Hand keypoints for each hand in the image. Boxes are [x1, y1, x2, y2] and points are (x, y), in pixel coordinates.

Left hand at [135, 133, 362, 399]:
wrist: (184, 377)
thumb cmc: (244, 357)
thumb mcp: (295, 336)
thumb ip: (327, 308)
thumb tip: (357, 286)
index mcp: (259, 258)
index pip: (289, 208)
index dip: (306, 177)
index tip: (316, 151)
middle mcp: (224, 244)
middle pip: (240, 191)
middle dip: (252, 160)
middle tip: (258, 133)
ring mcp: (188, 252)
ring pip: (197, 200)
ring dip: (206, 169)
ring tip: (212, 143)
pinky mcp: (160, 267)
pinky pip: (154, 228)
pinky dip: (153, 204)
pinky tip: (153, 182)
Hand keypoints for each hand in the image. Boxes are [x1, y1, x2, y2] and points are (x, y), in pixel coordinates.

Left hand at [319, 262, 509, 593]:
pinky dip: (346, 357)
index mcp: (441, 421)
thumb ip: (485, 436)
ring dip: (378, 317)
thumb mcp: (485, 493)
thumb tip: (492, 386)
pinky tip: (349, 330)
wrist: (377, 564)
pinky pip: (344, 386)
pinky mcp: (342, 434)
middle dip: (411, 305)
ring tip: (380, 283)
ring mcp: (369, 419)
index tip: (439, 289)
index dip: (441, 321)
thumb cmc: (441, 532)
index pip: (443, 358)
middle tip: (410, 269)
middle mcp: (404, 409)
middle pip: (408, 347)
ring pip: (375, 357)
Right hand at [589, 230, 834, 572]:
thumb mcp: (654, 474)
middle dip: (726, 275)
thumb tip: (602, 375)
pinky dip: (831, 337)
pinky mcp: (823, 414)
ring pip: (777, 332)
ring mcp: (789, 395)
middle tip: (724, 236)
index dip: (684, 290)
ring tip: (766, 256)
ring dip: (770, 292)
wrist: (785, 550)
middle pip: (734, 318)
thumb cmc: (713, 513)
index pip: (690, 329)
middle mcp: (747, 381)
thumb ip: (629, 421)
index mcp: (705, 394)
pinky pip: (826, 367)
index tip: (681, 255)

» **Problem statement**
Read each line of the material, and wherever the word "index" turns up, copy that line.

» **Answer to this exercise**
index mcp: (259, 258)
index pip: (289, 208)
index dip: (306, 177)
index tip: (316, 151)
index mcp: (441, 421)
index tip: (439, 289)
index dip: (441, 321)
index pip: (443, 358)
index dip: (684, 290)
index pip: (690, 329)
index mcp: (705, 394)
index tip: (681, 255)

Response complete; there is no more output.